Re: [PATCH v1 1/3] cpuidle: governors: menu: Avoid selecting states with too much latency

Rafael J. Wysocki posted 1 patch 3 months, 2 weeks ago
drivers/cpuidle/governors/menu.c |    7 +++++--
1 file changed, 5 insertions(+), 2 deletions(-)
Re: [PATCH v1 1/3] cpuidle: governors: menu: Avoid selecting states with too much latency
Posted by Rafael J. Wysocki 3 months, 2 weeks ago
Hi Doug,

On Thursday, October 23, 2025 5:05:44 AM CEST Doug Smythies wrote:
> Hi Rafael,
> 
> Recent email communications about other patches had me
> looking at this one again. 
> 
> On 2025.08.13 03:26 Rafael wrote:
> > From: Rafael J. Wysocki <rafael.j.wysocki@intel.com>
> >
> ... snip...
> 
> > However, after the above change, latency_req cannot take the predicted_ns
> > value any more, which takes place after commit 38f83090f515 ("cpuidle:
> > menu: Remove iowait influence"), because it may cause a polling state
> > to be returned prematurely.
> >
> > In the context of the previous example say that predicted_ns is 3000 and
> > the PM QoS latency limit is still 20 us.  Additionally, say that idle
> > state 0 is a polling one.  Moving the exit_latency_ns check before the
> > target_residency_ns one causes the loop to terminate in the second
> > iteration, before the target_residency_ns check, so idle state 0 will be
> > returned even though previously state 1 would be returned if there were
> > no imminent timers.
> >
> > For this reason, remove the assignment of the predicted_ns value to
> > latency_req from the code.
> 
> Which is okay for timer-based workflow,
> but what about non-timer based, or interrupt driven, workflow?
> 
> Under conditions where idle state 0, or Polling, would be used a lot,
> I am observing about a 11 % throughput regression with this patch
> And idle state 0, polling, usage going from 20% to 0%. 
> 
> From my testing of kernels 6.17-rc1, rc2,rc3 in August and September
> and again now. I missed this in August/September:
> 
> 779b1a1cb13a cpuidle: governors: menu: Avoid selecting states with too much latency - v6.17-rc3
> fa3fa55de0d6 cpuidle: governors: menu: Avoid using invalid recent intervals data - v6.17-rc2
> baseline reference: v6.17-rc1
> 
> teo was included also.
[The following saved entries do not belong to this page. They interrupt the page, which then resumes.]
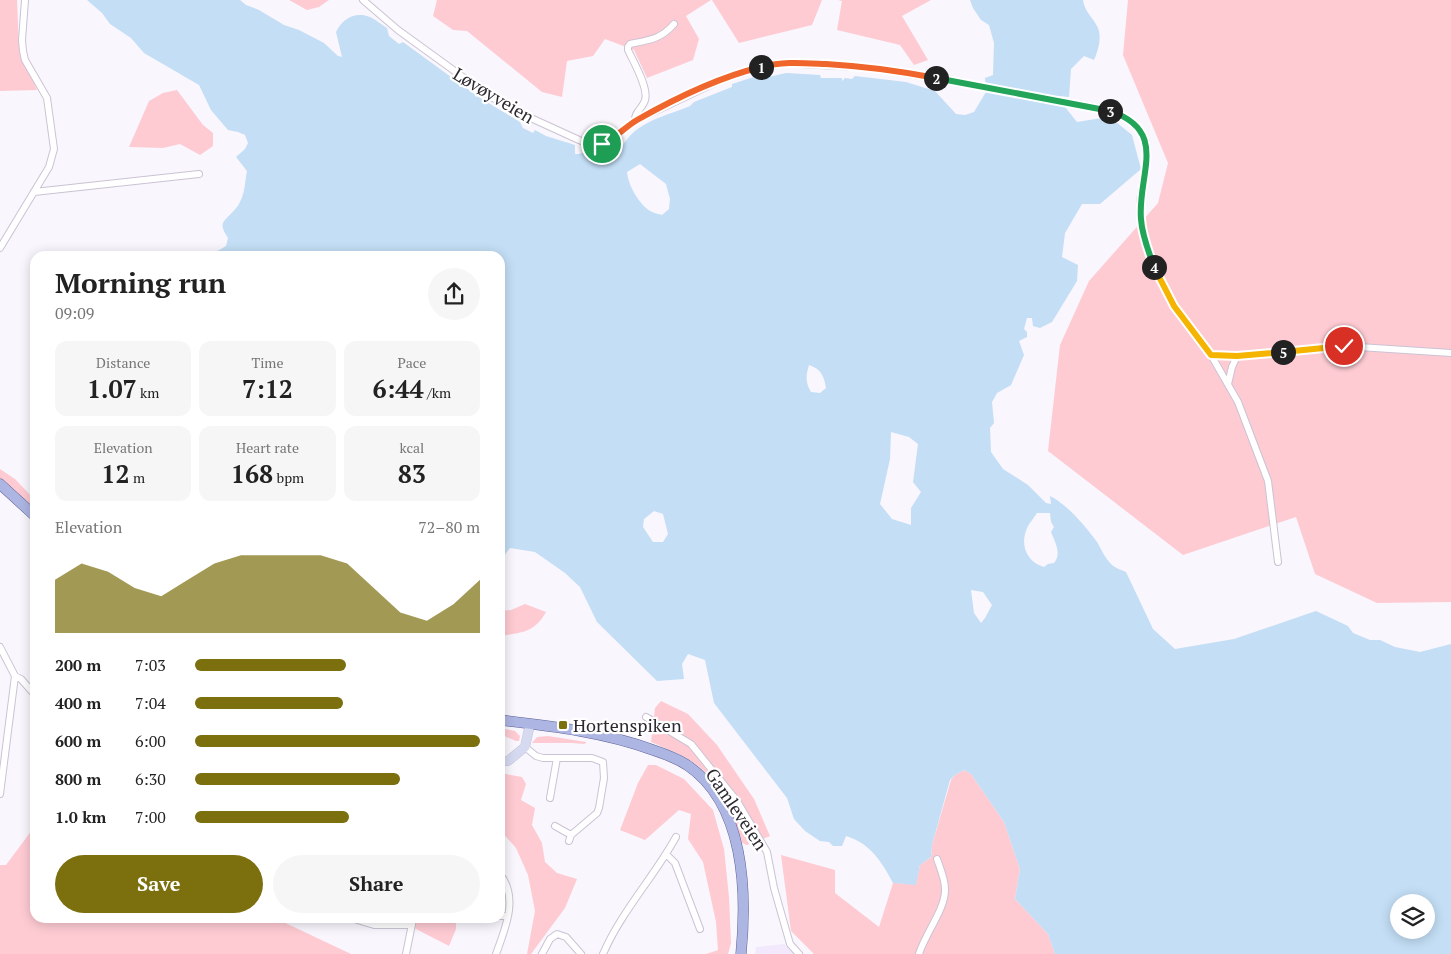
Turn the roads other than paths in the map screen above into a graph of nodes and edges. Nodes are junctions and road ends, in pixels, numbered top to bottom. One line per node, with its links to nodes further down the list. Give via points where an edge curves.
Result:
1 (25, 0): 6 (street, via 23,52 47,98 54,149 49,166)
2 (363, 0): 4 (street, Løvøyveien, via 398,30 489,96 579,140 592,145 602,144)
3 (674, 24): 4 (street, Løvøyveien, via 666,34 628,47 646,96)
4 (635, 121): 9 (street, Løvøyveien, via 720,80 781,63 876,68 1104,109 1122,115 1134,123 1146,142 1141,220 1155,269 1181,317)
5 (199, 174): 6 (street)
6 (34, 192): 7 (street)
7 (0, 248)
8 (1451, 353): 10 (street, via 1344,346)
9 (1211, 355): 10 (street); 11 (street, Løvøyveien)
10 (1237, 356): 11 (street)
11 (1228, 384): 14 (street, Løvøyveien, via 1268,481)
12 (0, 484): 13 (main road)
13 (30, 511)
14 (1278, 562)
15 (0, 648): 16 (street)
16 (15, 676): 17 (street); 25 (street)
17 (30, 689)
18 (646, 717): 43 (street, Gamleveien, via 691,744 736,801 767,852 790,944)
19 (505, 721): 21 (main road)
20 (505, 726): 21 (main road)
21 (529, 727): 22 (street); 42 (main road, via 639,744 675,758 700,776 726,814 738,850 744,914)
22 (525, 747): 23 (street, via 536,756); 24 (street)
23 (557, 758): 26 (street); 27 (street, via 600,759 604,765 604,778 597,813 570,838)
24 (505, 761)
25 (0, 794)
26 (550, 798)
27 (555, 826)
28 (676, 837): 29 (street)
29 (666, 854): 36 (street, via 676,863); 41 (street, via 616,928)
30 (937, 859): 44 (street, via 945,895)
31 (505, 884): 32 (street, via 509,899)
32 (508, 916): 38 (street)
33 (367, 923): 34 (street)
34 (399, 923)
35 (412, 923): 37 (street)
36 (700, 929)
37 (406, 954)
38 (496, 954)
39 (542, 954): 40 (street, via 550,939 558,934)
40 (581, 954)
41 (603, 954)
42 (742, 954)
43 (799, 954)
44 (919, 954)

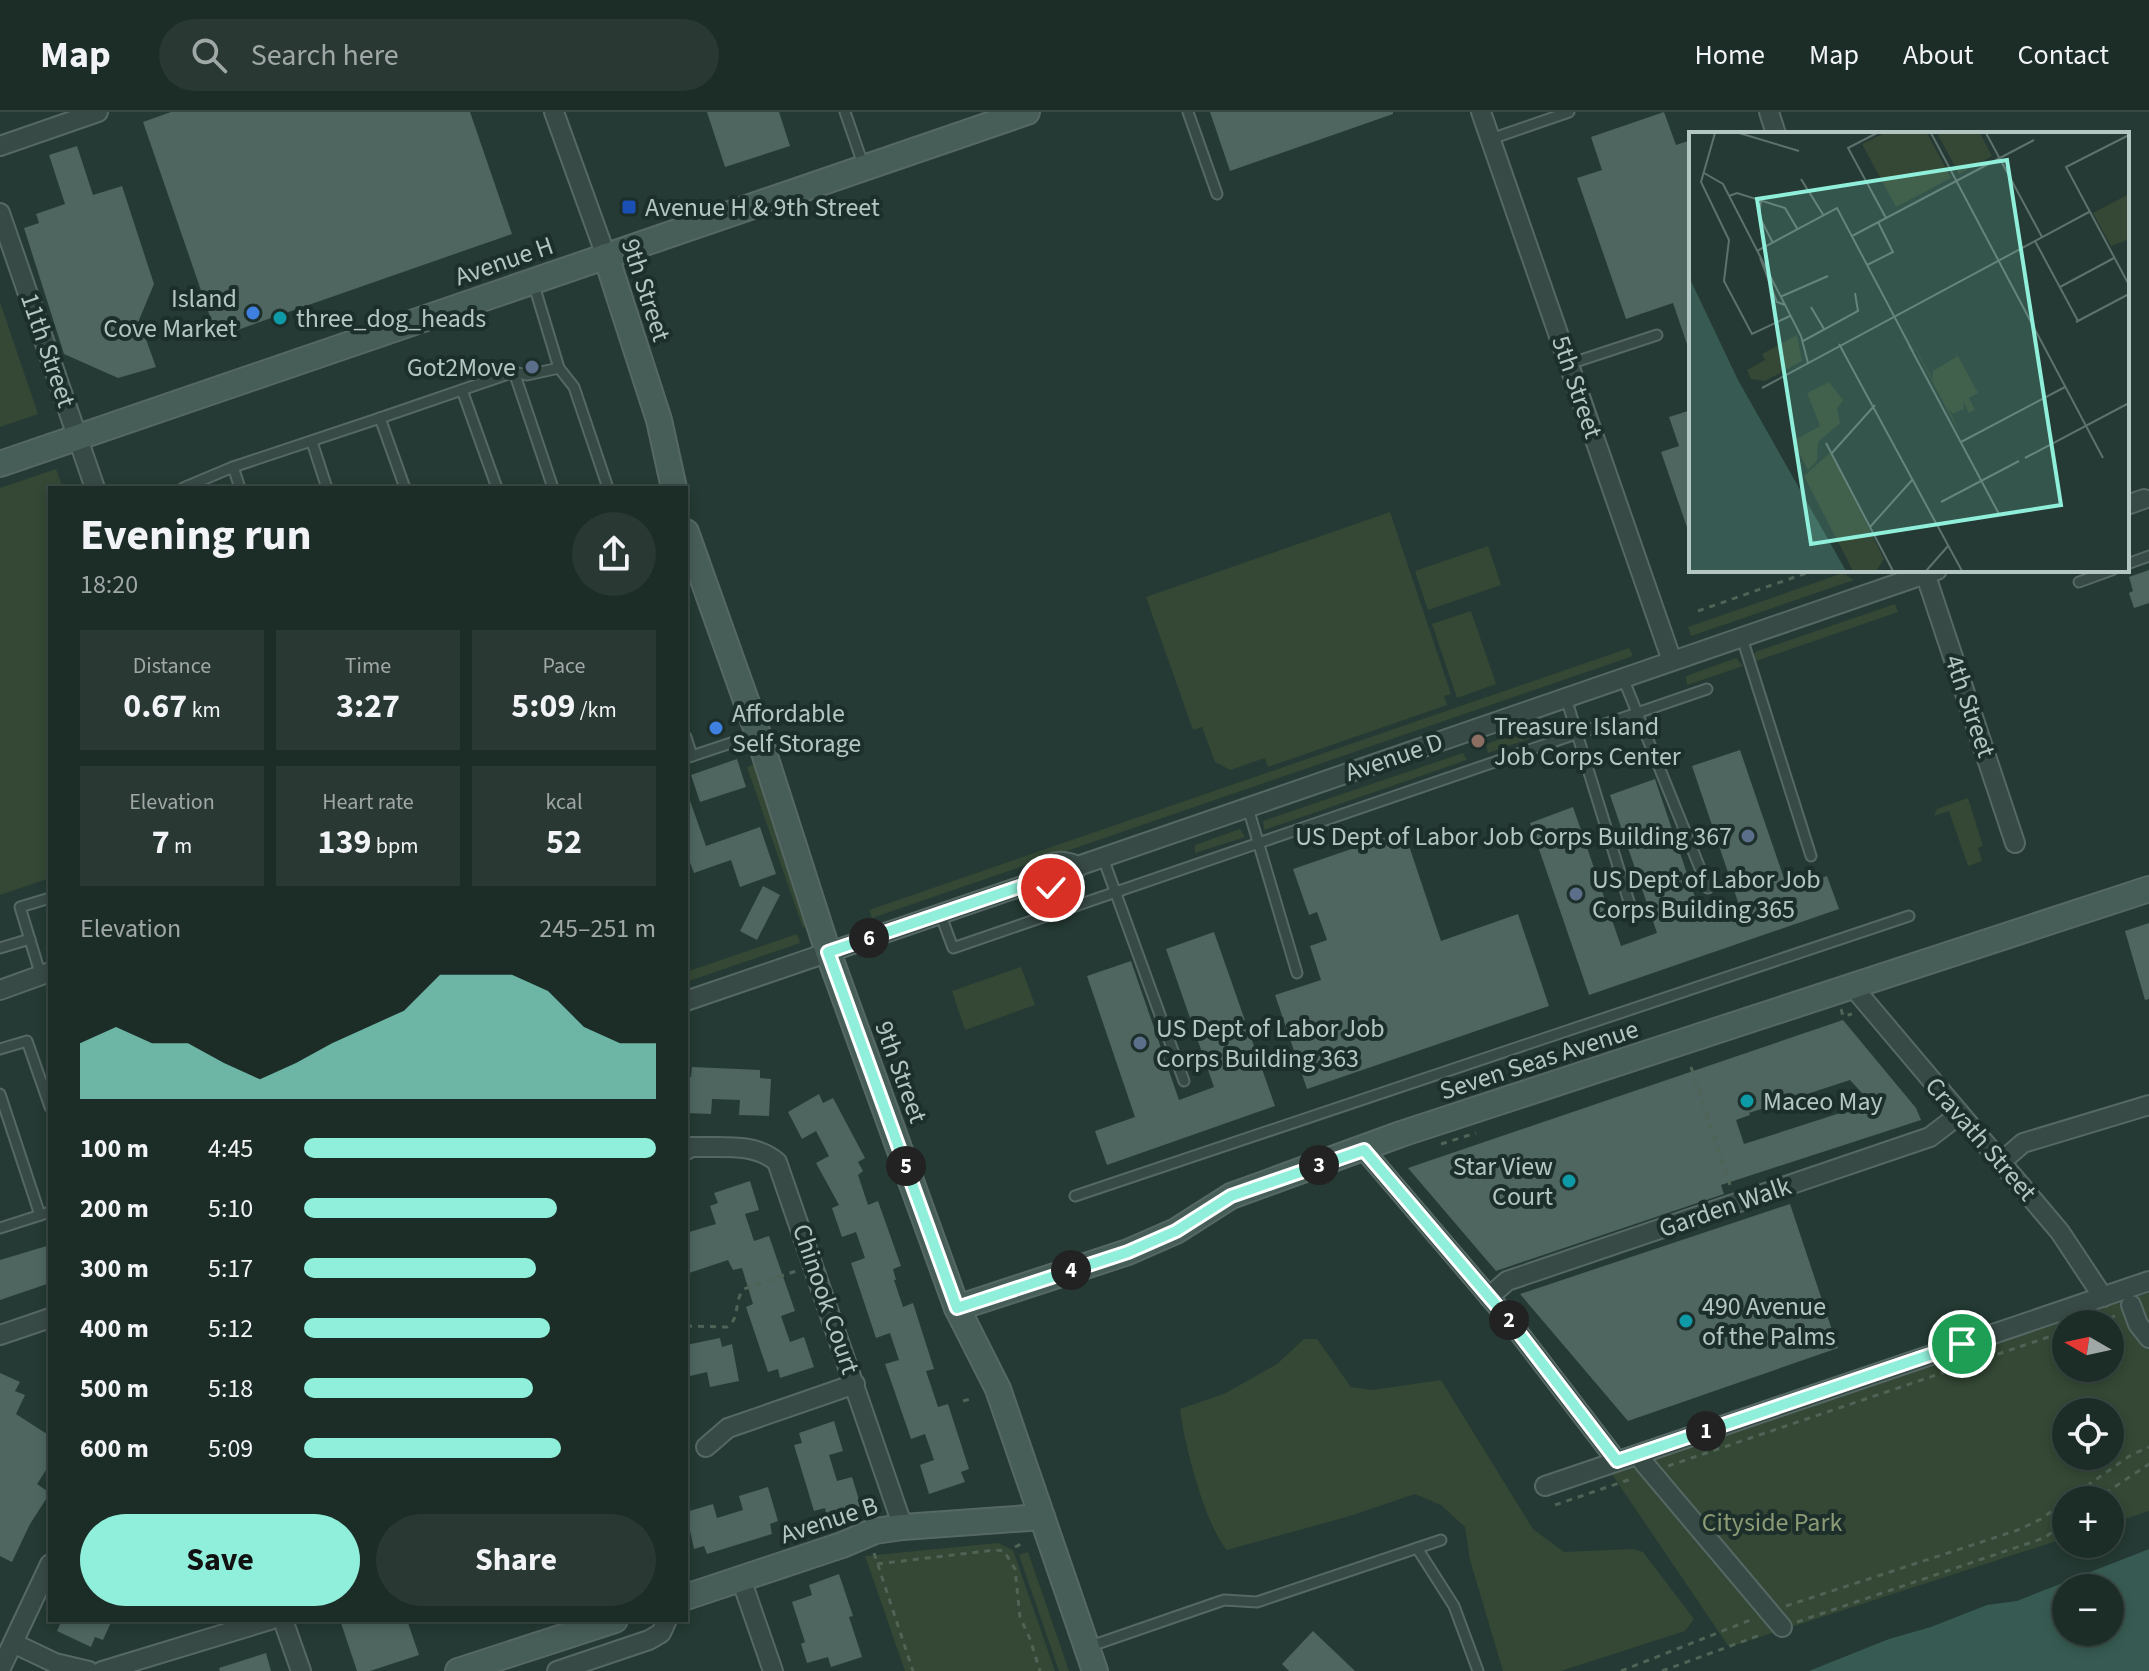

As far as I can recall its response has always been similar to rc3. At least, recently.
> 
> Three graphs are attached:
> Sampling data once per 20 seconds, the test is started after the first idle sample,
> and at least one sample is taken after the system returns to idle after the test.
> The faster the test runs the better.
> 
> Test computer:
> Processor: Intel(R) Core(TM) i5-10600K CPU @ 4.10GHz
> Distro: Ubuntu 24.04.3, server, no desktop GUI.
> CPU frequency scaling driver: intel_pstate
> HWP: disabled.
> CPU frequency scaling governor: performance
> Ilde driver: intel_idle
> Idle governor: menu (except teo for one compare test run)
> Idle states: 4: name : description:
>   state0/name:POLL                desc:CPUIDLE CORE POLL IDLE
>   state1/name:C1_ACPI          desc:ACPI FFH MWAIT 0x0
>   state2/name:C2_ACPI          desc:ACPI FFH MWAIT 0x30
>   state3/name:C3_ACPI          desc:ACPI FFH MWAIT 0x60

OK, so since the exit residency of an idle state cannot exceed its target
residency, the appended change (on top of 6.18-rc2) should make the throughput
regression go away.

---
 drivers/cpuidle/governors/menu.c |    7 +++++--
 1 file changed, 5 insertions(+), 2 deletions(-)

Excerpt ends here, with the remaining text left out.